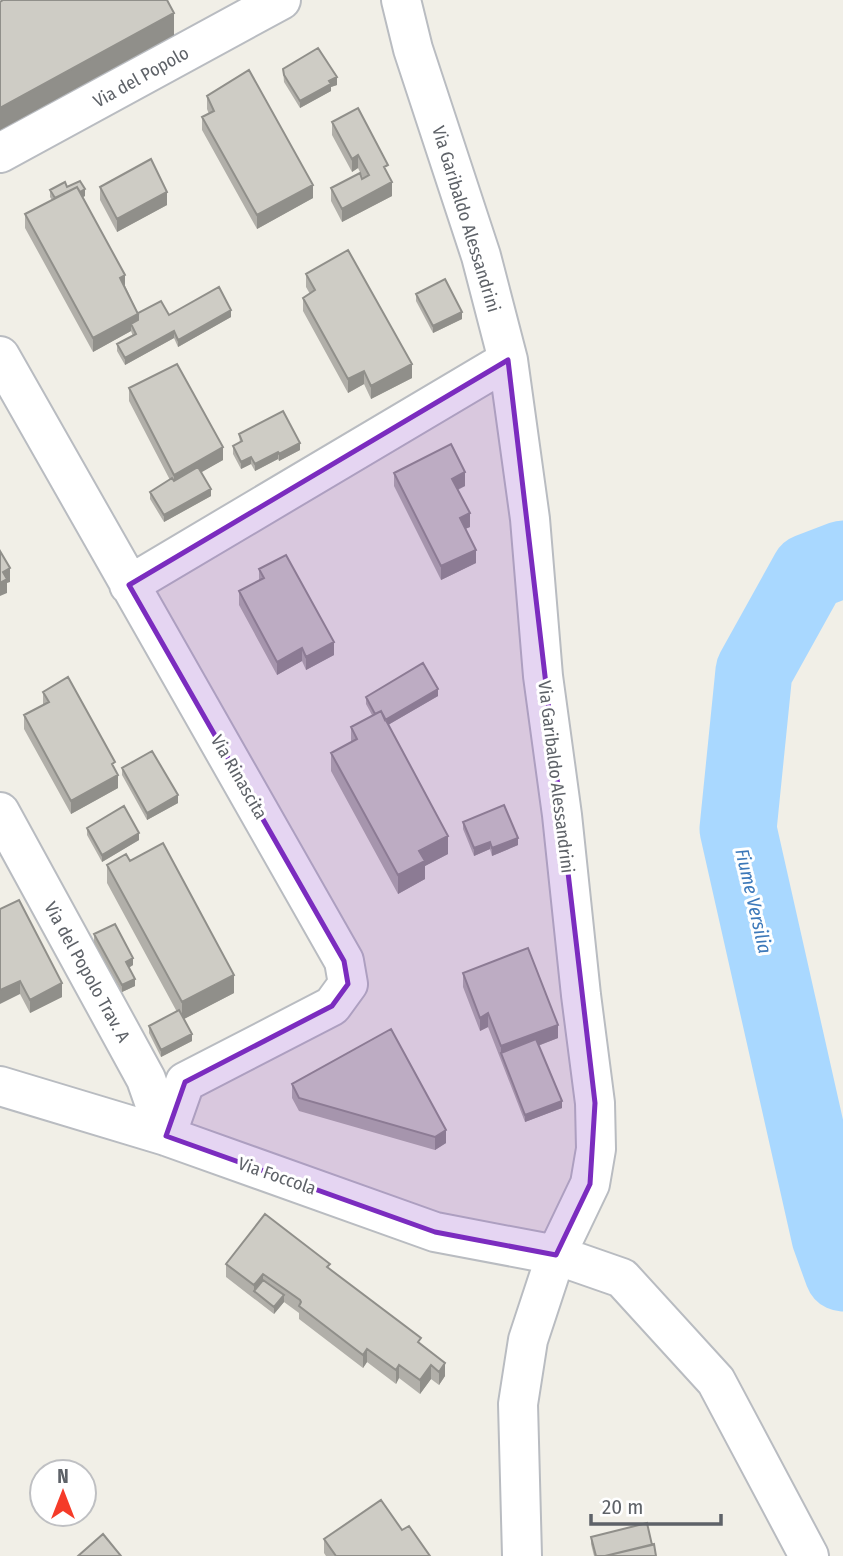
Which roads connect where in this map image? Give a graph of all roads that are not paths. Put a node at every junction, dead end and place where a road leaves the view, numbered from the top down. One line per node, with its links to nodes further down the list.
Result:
1 (281, 0): 3 (street, Via del Popolo)
2 (401, 0): 5 (street, Via Garibaldo Alessandrini)
3 (0, 153)
4 (0, 355): 6 (street, Via Rinascita)
5 (508, 360): 6 (street); 10 (street, Via Garibaldo Alessandrini)
6 (129, 585): 9 (street, Via Rinascita)
7 (0, 812): 9 (street, Via del Popolo Trav. A)
8 (0, 1086): 9 (street, Via Foccola)
9 (166, 1136): 10 (street, Via Foccola)
10 (556, 1255): 11 (street, Via Garibaldo Alessandrini); 12 (street, Via Foccola)
11 (522, 1556)
12 (809, 1556)

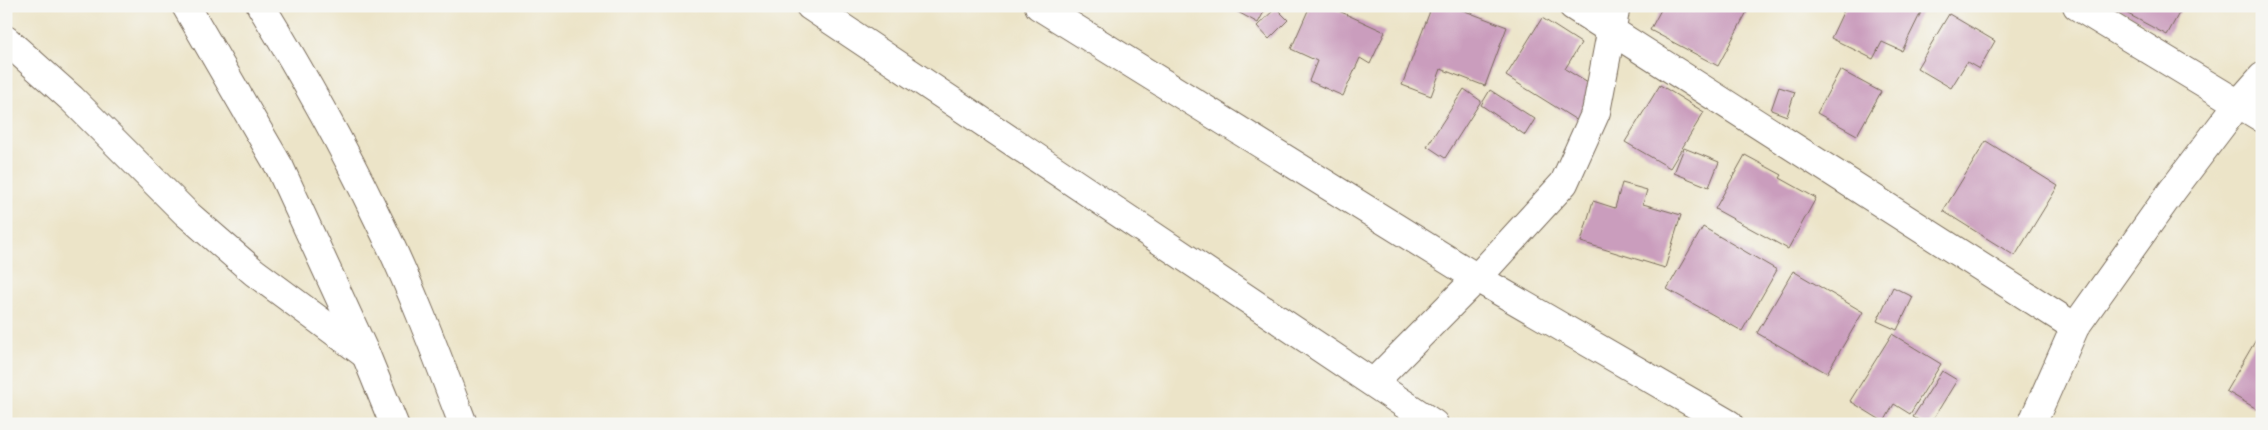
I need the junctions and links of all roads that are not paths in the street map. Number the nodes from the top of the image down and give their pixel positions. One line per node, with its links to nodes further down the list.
1 (186, 6): 14 (street)
2 (261, 6): 17 (street)
3 (810, 6): 15 (street)
4 (1039, 6): 12 (street)
5 (1573, 6): 7 (street)
6 (2077, 6): 10 (street)
7 (1614, 19): 12 (street); 13 (street)
8 (6, 40): 14 (street)
9 (2262, 77): 10 (street)
10 (2238, 104): 11 (street); 13 (street)
11 (2262, 118)
12 (1477, 278): 15 (street); 19 (street)
13 (2075, 327): 20 (street)
14 (366, 355): 16 (street)
15 (1373, 383): 18 (street)
16 (394, 424)
17 (463, 424)
18 (1434, 424)
19 (1729, 424)
20 (2032, 424)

■ ■ ■ ■ ■

**ABOUT THIS TASK:** The required output is the exact sequence of lines from the one containing "I need the junctions" through the end of the listing, both endpoints included.

**FINAL ANSWER:**
I need the junctions and links of all roads that are not paths in the street map. Number the nodes from the top of the image down and give their pixel positions. One line per node, with its links to nodes further down the list.
1 (186, 6): 14 (street)
2 (261, 6): 17 (street)
3 (810, 6): 15 (street)
4 (1039, 6): 12 (street)
5 (1573, 6): 7 (street)
6 (2077, 6): 10 (street)
7 (1614, 19): 12 (street); 13 (street)
8 (6, 40): 14 (street)
9 (2262, 77): 10 (street)
10 (2238, 104): 11 (street); 13 (street)
11 (2262, 118)
12 (1477, 278): 15 (street); 19 (street)
13 (2075, 327): 20 (street)
14 (366, 355): 16 (street)
15 (1373, 383): 18 (street)
16 (394, 424)
17 (463, 424)
18 (1434, 424)
19 (1729, 424)
20 (2032, 424)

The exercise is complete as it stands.